══ Data extracts

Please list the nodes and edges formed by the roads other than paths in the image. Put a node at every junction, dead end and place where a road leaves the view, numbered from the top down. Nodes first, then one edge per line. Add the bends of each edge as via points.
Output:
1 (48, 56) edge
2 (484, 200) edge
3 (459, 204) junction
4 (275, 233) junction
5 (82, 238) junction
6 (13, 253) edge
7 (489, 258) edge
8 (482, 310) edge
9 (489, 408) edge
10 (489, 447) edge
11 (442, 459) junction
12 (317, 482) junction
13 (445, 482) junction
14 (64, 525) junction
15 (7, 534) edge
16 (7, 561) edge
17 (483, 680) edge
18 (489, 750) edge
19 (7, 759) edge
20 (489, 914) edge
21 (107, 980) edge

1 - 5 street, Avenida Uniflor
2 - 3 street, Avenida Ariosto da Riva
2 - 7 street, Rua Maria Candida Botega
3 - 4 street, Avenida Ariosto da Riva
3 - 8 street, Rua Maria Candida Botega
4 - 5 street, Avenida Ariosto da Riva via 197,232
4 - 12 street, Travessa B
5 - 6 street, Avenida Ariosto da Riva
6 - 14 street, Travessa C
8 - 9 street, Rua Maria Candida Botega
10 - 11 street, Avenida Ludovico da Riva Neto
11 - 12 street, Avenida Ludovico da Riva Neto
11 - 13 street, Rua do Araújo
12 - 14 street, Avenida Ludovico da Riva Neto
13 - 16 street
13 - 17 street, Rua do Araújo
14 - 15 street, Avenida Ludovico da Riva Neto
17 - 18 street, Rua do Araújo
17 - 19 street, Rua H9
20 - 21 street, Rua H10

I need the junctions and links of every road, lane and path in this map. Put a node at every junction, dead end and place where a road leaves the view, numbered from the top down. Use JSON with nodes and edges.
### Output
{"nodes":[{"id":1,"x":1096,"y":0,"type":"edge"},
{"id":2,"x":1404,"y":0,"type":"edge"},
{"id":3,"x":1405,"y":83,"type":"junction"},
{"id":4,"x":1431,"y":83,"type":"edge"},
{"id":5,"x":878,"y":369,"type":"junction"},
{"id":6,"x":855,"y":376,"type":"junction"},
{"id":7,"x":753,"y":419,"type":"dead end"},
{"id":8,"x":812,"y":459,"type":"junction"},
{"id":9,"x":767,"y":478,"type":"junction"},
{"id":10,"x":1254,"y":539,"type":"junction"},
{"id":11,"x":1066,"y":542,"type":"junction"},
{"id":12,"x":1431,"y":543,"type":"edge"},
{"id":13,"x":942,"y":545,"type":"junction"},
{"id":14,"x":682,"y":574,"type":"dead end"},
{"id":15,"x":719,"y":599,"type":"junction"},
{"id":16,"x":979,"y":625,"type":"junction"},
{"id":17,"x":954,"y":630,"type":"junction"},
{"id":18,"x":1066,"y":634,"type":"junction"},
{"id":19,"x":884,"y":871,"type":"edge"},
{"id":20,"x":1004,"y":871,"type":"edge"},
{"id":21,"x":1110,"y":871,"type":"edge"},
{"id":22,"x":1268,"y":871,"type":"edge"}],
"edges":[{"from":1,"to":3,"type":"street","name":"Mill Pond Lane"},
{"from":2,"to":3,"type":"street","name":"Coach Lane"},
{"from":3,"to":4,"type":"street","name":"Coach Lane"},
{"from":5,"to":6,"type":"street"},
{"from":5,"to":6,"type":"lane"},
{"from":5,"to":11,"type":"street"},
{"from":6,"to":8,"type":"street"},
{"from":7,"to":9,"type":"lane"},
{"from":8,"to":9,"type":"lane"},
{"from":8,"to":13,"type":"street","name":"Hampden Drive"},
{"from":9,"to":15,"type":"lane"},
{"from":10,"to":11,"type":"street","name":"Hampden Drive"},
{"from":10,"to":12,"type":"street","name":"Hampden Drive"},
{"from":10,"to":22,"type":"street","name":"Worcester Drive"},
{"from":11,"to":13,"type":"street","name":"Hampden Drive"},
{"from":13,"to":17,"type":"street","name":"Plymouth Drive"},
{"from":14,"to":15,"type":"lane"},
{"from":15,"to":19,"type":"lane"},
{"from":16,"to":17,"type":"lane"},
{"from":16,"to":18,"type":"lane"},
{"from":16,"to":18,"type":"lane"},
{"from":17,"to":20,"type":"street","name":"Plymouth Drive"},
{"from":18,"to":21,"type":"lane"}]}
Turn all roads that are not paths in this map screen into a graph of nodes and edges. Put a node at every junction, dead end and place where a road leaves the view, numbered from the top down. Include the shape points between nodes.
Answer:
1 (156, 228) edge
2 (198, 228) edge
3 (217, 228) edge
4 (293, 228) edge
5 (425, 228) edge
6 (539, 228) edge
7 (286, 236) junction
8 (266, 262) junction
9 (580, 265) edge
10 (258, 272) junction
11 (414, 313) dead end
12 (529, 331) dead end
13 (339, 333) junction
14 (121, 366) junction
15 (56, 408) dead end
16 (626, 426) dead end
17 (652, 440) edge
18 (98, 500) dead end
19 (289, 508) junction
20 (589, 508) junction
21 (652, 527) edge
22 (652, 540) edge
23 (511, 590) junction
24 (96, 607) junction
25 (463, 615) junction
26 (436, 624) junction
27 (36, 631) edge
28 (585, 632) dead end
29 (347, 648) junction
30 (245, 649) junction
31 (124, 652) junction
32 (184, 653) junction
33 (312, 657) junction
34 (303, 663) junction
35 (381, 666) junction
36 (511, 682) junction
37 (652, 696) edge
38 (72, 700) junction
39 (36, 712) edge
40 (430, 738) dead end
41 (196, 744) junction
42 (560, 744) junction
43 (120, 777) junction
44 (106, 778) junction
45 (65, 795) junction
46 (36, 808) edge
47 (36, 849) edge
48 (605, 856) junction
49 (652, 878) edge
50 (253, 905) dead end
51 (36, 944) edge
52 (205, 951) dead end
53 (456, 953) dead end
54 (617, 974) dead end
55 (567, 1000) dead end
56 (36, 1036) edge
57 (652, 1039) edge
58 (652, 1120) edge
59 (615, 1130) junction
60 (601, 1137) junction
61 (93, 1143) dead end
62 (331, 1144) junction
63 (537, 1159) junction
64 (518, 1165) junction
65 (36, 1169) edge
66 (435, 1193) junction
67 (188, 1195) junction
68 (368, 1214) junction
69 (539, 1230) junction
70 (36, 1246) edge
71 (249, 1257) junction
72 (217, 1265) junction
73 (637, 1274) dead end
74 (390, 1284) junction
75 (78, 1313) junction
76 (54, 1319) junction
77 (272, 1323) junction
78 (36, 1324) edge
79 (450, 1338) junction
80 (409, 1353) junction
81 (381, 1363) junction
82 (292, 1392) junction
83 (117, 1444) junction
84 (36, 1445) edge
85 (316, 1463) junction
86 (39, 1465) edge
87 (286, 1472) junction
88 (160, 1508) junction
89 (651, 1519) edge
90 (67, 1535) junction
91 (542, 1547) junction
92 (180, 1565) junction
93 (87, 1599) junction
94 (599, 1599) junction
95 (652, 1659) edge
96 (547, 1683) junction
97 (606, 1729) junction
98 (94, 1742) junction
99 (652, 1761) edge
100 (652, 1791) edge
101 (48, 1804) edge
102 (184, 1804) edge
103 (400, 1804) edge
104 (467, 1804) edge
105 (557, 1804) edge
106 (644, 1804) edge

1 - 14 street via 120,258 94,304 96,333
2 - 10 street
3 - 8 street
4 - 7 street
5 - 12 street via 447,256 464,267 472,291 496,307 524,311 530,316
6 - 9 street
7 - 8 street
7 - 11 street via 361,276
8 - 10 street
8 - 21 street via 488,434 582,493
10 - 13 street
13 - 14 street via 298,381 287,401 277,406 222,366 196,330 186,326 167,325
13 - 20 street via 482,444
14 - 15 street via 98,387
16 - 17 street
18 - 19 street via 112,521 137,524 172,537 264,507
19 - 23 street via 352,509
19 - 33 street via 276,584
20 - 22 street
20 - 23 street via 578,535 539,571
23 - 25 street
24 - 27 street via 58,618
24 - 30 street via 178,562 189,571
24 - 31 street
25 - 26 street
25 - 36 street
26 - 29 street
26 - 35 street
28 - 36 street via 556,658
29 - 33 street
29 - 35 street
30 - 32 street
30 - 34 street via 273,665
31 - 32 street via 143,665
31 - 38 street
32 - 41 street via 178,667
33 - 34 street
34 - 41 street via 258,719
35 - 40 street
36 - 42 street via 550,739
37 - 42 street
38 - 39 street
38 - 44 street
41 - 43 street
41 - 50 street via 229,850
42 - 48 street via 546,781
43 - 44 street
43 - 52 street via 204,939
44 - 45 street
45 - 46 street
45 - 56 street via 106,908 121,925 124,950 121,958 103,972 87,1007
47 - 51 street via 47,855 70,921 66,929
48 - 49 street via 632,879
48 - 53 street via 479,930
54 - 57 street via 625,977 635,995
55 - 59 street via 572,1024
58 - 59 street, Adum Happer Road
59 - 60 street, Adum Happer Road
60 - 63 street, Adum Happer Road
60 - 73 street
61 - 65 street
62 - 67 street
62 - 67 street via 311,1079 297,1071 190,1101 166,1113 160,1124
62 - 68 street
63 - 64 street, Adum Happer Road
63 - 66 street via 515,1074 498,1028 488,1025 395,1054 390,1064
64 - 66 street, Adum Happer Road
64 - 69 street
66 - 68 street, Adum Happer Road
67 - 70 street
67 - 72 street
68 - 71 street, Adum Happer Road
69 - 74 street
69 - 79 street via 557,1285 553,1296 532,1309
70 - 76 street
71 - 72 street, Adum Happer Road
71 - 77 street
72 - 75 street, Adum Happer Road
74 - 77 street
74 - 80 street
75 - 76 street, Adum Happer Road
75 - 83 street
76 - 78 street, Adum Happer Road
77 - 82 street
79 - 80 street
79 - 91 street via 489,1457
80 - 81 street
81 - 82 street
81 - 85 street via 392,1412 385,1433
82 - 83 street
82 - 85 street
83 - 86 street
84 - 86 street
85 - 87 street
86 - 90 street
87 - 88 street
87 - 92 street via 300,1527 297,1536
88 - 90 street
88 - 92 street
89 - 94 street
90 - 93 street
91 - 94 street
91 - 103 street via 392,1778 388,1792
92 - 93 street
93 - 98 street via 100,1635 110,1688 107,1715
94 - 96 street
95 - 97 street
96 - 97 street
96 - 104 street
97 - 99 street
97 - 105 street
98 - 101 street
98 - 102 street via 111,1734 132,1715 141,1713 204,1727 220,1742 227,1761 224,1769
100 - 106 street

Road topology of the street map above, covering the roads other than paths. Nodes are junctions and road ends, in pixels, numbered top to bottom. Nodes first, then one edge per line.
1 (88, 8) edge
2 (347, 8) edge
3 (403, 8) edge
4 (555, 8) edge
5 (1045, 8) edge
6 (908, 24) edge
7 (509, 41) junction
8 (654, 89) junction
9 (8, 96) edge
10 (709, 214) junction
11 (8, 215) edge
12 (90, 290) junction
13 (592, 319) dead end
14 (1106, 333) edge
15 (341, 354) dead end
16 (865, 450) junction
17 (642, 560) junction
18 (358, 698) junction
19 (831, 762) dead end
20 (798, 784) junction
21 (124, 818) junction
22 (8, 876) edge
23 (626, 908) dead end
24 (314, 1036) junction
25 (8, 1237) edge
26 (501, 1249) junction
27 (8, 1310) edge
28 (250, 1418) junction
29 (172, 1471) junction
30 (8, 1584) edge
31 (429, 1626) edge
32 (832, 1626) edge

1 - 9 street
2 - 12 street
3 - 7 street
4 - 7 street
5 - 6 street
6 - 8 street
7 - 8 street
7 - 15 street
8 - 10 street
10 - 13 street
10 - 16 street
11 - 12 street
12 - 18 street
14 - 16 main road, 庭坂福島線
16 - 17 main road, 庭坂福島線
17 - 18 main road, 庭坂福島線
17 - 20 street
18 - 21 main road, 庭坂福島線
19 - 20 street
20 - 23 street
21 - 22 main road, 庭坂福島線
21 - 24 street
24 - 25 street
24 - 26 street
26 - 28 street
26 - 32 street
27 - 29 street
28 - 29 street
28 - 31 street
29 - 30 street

════

• [How to complete this task] Beginning at the top of the entries above, output each line exactly, and end with the line in which "I need the junctions" appears.

• [Solution to this exercise]
Please list the nodes and edges formed by the roads other than paths in the image. Put a node at every junction, dead end and place where a road leaves the view, numbered from the top down. Nodes first, then one edge per line. Add the bends of each edge as via points.
Output:
1 (48, 56) edge
2 (484, 200) edge
3 (459, 204) junction
4 (275, 233) junction
5 (82, 238) junction
6 (13, 253) edge
7 (489, 258) edge
8 (482, 310) edge
9 (489, 408) edge
10 (489, 447) edge
11 (442, 459) junction
12 (317, 482) junction
13 (445, 482) junction
14 (64, 525) junction
15 (7, 534) edge
16 (7, 561) edge
17 (483, 680) edge
18 (489, 750) edge
19 (7, 759) edge
20 (489, 914) edge
21 (107, 980) edge

1 - 5 street, Avenida Uniflor
2 - 3 street, Avenida Ariosto da Riva
2 - 7 street, Rua Maria Candida Botega
3 - 4 street, Avenida Ariosto da Riva
3 - 8 street, Rua Maria Candida Botega
4 - 5 street, Avenida Ariosto da Riva via 197,232
4 - 12 street, Travessa B
5 - 6 street, Avenida Ariosto da Riva
6 - 14 street, Travessa C
8 - 9 street, Rua Maria Candida Botega
10 - 11 street, Avenida Ludovico da Riva Neto
11 - 12 street, Avenida Ludovico da Riva Neto
11 - 13 street, Rua do Araújo
12 - 14 street, Avenida Ludovico da Riva Neto
13 - 16 street
13 - 17 street, Rua do Araújo
14 - 15 street, Avenida Ludovico da Riva Neto
17 - 18 street, Rua do Araújo
17 - 19 street, Rua H9
20 - 21 street, Rua H10

I need the junctions and links of every road, lane and path in this map. Put a node at every junction, dead end and place where a road leaves the view, numbered from the top down. Use JSON with nodes and edges.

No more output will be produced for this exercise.